As of today, it’s illegal for residents of Belmont, Calif. who live in apartments – or any other building that shares walls with neighboring buildings – to smoke in their homes or cars.
Granted, smoking is tantamount to courting cancer, but is there a limit to legislative control of a person’s environment? The ramifications are interesting, particularly for a college campus that features a lot of shared air, drifting smoke and young smokers who are newly able to stand up for their rights as full citizens.
As recently as last September, a series of smoking bans were enacted in Houston, including a hotly-contested ban in local bars.
The University is smoke-free as a public facility in Texas. However UH goes a step further to help our populace stay smoke-free. We host the Texas Smoke-Free Ordinance Database online as part of the Health Network for Evaluation and Training Systems, or HNETS. The database is searchable by community and pulls up a listing of the type of legislation in effect for a given area including fines and enforcement information.

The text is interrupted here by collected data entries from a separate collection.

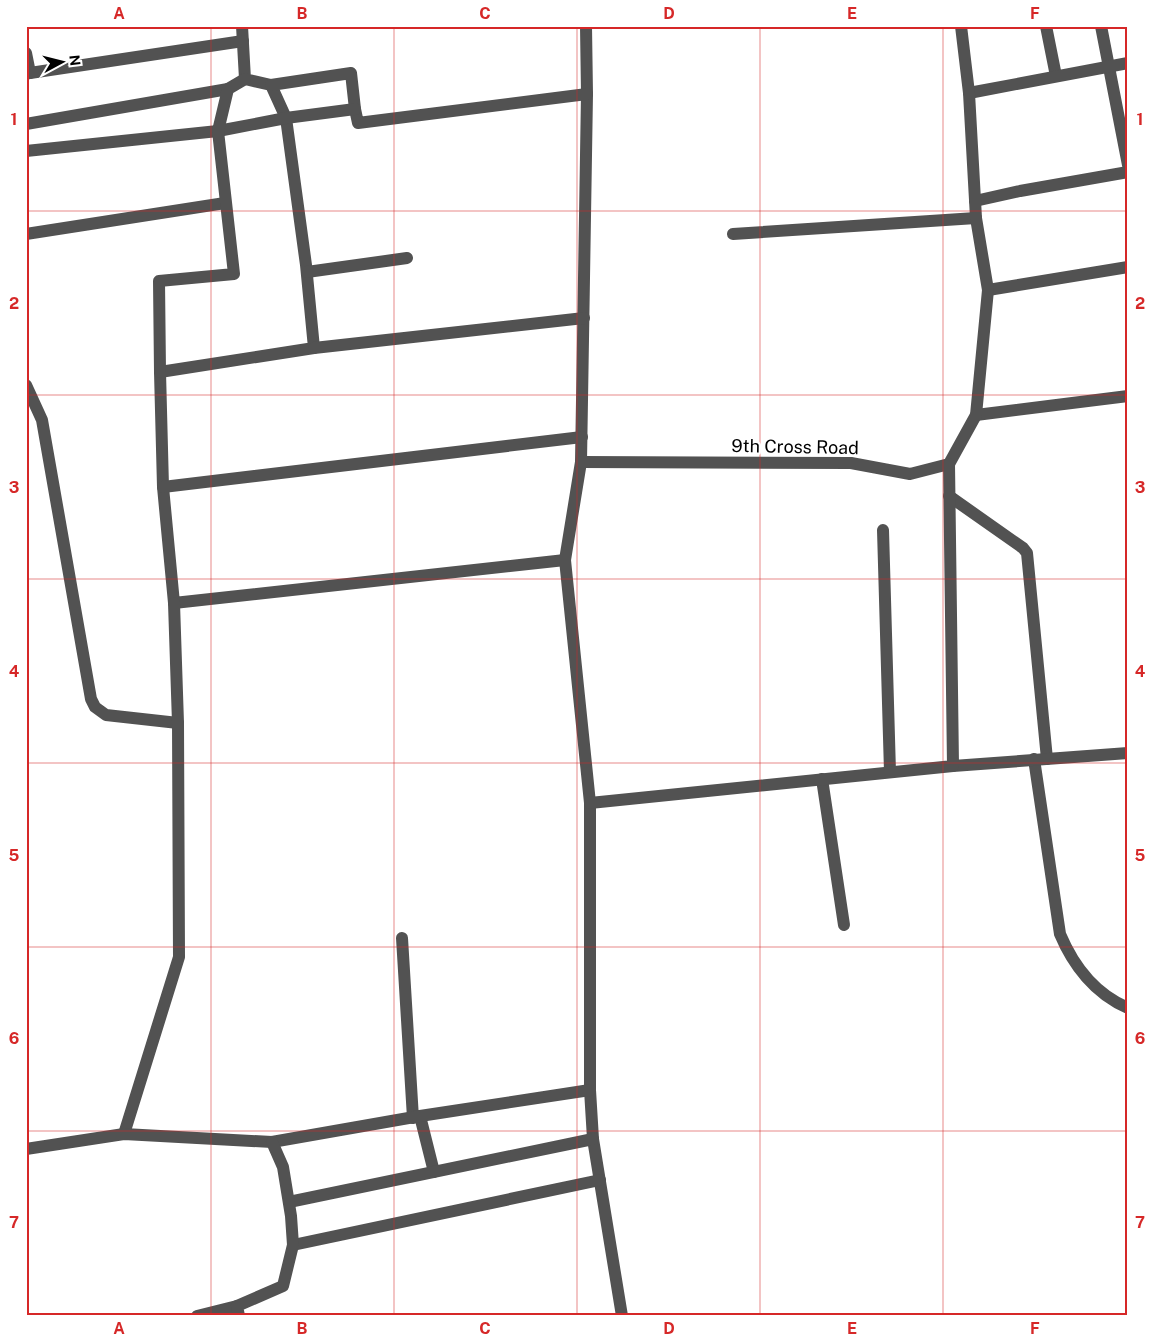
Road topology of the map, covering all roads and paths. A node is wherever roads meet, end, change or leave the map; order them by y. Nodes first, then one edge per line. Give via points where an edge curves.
1 (242, 26) edge
2 (586, 26) edge
3 (961, 26) edge
4 (1046, 26) edge
5 (1101, 26) edge
6 (243, 41) junction
7 (26, 53) edge
8 (1128, 63) edge
9 (1108, 66) junction
10 (28, 74) edge
11 (1056, 76) junction
12 (245, 79) junction
13 (271, 85) junction
14 (228, 89) junction
15 (969, 93) junction
16 (587, 94) junction
17 (355, 109) junction
18 (286, 118) junction
19 (26, 124) edge
20 (218, 131) junction
21 (26, 151) edge
22 (1128, 165) edge
23 (1128, 172) edge
24 (974, 201) junction
25 (225, 203) junction
26 (976, 218) junction
27 (26, 234) edge
28 (733, 234) dead end
29 (407, 258) dead end
30 (1128, 267) edge
31 (306, 272) junction
32 (988, 290) junction
33 (584, 318) junction
34 (314, 348) junction
35 (160, 372) junction
36 (26, 384) edge
37 (1128, 396) edge
38 (976, 415) junction
39 (582, 437) junction
40 (582, 462) junction
41 (949, 464) junction
42 (163, 487) junction
43 (949, 496) junction
44 (883, 530) dead end
45 (565, 560) junction
46 (174, 603) junction
47 (178, 723) junction
48 (1128, 753) edge
49 (1040, 759) junction
50 (953, 766) junction
51 (890, 772) junction
52 (822, 779) junction
53 (590, 803) junction
54 (844, 925) dead end
55 (402, 938) dead end
56 (1128, 1008) edge
57 (590, 1090) junction
58 (416, 1117) junction
59 (124, 1134) junction
60 (593, 1139) junction
61 (272, 1142) junction
62 (26, 1149) edge
63 (434, 1172) junction
64 (600, 1180) junction
65 (289, 1202) junction
66 (294, 1245) junction
67 (238, 1311) edge
68 (197, 1316) edge
69 (622, 1316) edge

1 - 6 street
2 - 16 street
3 - 15 street
4 - 11 street
5 - 9 street
6 - 10 street
6 - 12 street
7 - 10 street
8 - 9 street
9 - 11 street
9 - 22 street
11 - 15 street
12 - 13 street
12 - 14 street
13 - 17 street via 351,73
13 - 18 street
14 - 19 street
14 - 20 street
15 - 24 street
16 - 17 street via 358,123
16 - 33 street
17 - 18 street
18 - 20 street
18 - 31 street
20 - 21 street
20 - 25 street
23 - 24 street
24 - 26 street
25 - 27 street
25 - 35 street via 234,274 160,281
26 - 28 street
26 - 32 street
29 - 31 street
30 - 32 street
31 - 34 street
32 - 38 street
33 - 34 street
33 - 39 street
34 - 35 street
35 - 42 street
36 - 47 street via 42,420 91,699 95,707 106,715
37 - 38 street
38 - 41 street
39 - 40 street
39 - 42 street
40 - 41 street, 9th Cross Road via 851,463 910,474
40 - 45 street
41 - 43 street
42 - 46 street
43 - 49 street via 1027,553
43 - 50 street
44 - 51 street
45 - 46 street
45 - 53 street
46 - 47 street
47 - 59 street via 179,957
48 - 49 street
49 - 50 street
49 - 56 street via 1060,934 1077,967 1112,1000
50 - 51 street
51 - 52 street
52 - 53 street
52 - 54 street
53 - 57 street
55 - 58 street
57 - 58 street
57 - 60 street
58 - 61 street
58 - 63 street
59 - 61 street
59 - 62 street
60 - 63 street
60 - 64 street
61 - 65 street via 283,1167
63 - 65 street
64 - 66 street
64 - 69 street
65 - 66 street
66 - 67 street via 283,1286
67 - 68 street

The question of smoking has become a hot spot, not of public health, but of civil liberties. Cigarette smoke exacerbates asthma and other respiratory ailments and allergies, is a known carcinogen and significantly heightens the risk of fire in group-living situations. There is no reason to encourage it on a college campus or anywhere else, but banning what retirees do in their homes seems to cross a line.
The housing establishment where the petition began is subsidized with federal funds from the Department of Housing and Urban Development, making the precedent easily extensible to other federally subsidized institutions. Legislation against behavior that is harmful to one’s neighbors is a part of the social contract we share, but there are limits to how far one’s rights may be abridged in the name of the many. This may not be that line, but there seems to be an overkill factor in the extremity of the legislation.
The Daily Cougar does not encourage smoking. The concern we have is for the invasiveness of Belmont’s legislative push against it.